* **TASK REQUIREMENTS**
Below are the records; copy out every line that holds the word "dead".
[[ DATASET EXTRACT, beginning ]]
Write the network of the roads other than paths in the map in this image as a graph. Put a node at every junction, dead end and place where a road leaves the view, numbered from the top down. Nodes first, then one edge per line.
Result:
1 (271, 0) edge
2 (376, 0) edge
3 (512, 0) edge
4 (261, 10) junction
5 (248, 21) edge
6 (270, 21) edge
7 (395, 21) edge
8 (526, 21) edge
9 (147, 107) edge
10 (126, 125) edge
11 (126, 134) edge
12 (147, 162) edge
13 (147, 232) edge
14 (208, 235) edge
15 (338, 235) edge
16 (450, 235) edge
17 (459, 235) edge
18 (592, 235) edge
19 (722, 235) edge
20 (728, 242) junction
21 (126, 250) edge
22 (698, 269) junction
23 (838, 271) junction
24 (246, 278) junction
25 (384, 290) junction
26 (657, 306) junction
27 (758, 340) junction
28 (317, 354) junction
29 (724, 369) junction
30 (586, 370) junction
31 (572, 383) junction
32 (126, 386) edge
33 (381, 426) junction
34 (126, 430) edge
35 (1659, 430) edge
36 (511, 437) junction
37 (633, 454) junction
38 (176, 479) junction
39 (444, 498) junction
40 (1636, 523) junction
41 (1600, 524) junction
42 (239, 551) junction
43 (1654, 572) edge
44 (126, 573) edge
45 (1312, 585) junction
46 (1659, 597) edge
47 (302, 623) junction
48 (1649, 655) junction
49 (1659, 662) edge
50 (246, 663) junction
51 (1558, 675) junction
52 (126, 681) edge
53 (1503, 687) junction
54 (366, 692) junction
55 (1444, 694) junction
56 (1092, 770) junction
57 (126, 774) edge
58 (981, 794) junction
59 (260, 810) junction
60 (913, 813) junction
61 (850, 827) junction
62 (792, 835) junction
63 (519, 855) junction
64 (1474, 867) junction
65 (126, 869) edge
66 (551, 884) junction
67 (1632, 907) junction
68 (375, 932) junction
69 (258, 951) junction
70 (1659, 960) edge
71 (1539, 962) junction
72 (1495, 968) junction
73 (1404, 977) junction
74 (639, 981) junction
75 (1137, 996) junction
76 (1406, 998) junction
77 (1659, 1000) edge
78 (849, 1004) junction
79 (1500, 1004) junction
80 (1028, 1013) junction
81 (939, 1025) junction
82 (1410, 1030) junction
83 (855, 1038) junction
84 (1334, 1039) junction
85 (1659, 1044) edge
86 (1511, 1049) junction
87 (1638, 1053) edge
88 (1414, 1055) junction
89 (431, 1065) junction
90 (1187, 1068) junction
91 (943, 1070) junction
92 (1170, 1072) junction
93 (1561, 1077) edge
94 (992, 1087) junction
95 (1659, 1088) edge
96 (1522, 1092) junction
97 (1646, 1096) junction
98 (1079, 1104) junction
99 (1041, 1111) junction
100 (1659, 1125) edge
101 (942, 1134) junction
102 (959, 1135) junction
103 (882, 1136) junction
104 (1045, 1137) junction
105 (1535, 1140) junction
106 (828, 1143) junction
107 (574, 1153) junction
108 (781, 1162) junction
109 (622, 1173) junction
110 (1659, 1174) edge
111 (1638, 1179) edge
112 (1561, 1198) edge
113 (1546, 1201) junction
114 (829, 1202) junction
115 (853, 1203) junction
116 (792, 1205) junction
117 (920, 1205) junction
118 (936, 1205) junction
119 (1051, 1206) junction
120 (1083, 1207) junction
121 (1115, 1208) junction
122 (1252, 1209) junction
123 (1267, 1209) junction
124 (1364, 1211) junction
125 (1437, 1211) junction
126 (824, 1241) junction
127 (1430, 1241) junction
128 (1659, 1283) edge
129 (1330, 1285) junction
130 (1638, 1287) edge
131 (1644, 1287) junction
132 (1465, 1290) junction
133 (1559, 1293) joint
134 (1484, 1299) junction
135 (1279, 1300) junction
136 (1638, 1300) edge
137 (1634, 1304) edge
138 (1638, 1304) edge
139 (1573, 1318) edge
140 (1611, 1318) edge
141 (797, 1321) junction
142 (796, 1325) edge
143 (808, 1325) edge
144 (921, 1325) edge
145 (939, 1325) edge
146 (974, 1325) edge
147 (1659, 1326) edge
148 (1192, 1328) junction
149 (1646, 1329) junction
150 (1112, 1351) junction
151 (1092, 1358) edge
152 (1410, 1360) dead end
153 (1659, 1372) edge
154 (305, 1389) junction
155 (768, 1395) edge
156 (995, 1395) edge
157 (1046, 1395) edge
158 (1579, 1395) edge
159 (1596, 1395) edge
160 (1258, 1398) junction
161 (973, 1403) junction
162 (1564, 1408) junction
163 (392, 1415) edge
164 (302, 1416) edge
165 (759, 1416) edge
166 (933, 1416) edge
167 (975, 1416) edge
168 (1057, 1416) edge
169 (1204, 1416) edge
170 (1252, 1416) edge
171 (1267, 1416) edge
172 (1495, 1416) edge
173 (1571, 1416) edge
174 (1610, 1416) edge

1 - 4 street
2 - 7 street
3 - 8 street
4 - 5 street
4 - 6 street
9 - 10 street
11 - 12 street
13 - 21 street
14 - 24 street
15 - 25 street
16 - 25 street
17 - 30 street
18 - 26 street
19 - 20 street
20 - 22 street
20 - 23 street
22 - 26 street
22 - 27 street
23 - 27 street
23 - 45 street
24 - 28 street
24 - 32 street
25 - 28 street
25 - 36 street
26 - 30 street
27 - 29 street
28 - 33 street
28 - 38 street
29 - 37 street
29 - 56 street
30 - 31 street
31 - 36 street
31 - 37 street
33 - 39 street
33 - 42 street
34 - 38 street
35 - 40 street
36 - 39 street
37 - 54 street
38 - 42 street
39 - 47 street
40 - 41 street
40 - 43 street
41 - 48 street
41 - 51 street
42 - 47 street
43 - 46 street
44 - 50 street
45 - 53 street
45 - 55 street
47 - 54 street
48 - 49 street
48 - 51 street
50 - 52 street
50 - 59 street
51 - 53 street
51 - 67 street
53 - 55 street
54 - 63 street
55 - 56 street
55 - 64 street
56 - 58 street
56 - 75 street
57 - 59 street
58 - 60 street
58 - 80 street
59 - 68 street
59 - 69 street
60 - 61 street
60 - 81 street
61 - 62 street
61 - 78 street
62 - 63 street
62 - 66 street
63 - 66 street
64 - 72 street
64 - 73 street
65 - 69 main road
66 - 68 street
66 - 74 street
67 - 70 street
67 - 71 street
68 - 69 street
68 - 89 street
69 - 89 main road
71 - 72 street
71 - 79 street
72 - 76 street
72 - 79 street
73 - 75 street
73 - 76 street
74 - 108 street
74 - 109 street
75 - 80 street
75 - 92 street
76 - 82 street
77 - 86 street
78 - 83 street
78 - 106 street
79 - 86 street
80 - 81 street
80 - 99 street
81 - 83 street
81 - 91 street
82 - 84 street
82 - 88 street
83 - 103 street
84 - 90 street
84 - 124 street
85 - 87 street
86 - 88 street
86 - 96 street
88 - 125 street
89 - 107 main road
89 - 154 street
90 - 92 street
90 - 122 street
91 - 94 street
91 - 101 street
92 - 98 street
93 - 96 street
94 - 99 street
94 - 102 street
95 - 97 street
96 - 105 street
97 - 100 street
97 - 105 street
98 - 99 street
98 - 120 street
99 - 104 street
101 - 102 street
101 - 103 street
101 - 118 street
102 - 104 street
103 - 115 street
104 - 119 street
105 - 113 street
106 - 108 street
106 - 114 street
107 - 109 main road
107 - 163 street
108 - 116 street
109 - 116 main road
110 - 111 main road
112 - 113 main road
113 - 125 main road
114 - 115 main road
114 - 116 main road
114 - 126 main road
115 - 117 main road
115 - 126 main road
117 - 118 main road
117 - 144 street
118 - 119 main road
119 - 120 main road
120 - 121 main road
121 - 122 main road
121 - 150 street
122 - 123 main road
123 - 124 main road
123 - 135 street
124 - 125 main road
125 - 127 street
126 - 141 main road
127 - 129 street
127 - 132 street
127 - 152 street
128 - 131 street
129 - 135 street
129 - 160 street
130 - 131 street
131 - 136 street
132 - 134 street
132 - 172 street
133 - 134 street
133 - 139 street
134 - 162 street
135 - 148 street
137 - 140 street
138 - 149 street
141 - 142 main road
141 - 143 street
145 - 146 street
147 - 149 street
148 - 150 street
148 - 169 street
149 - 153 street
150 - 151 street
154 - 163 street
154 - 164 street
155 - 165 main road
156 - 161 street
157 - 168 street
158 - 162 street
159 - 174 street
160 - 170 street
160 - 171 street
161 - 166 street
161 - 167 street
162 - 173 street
[[ DATASET EXTRACT, end ]]
* **PROBLEM SOLUTION**
Write the network of the roads other than paths in the map in this image as a graph. Put a node at every junction, dead end and place where a road leaves the view, numbered from the top down. Nodes first, then one edge per line.
152 (1410, 1360) dead end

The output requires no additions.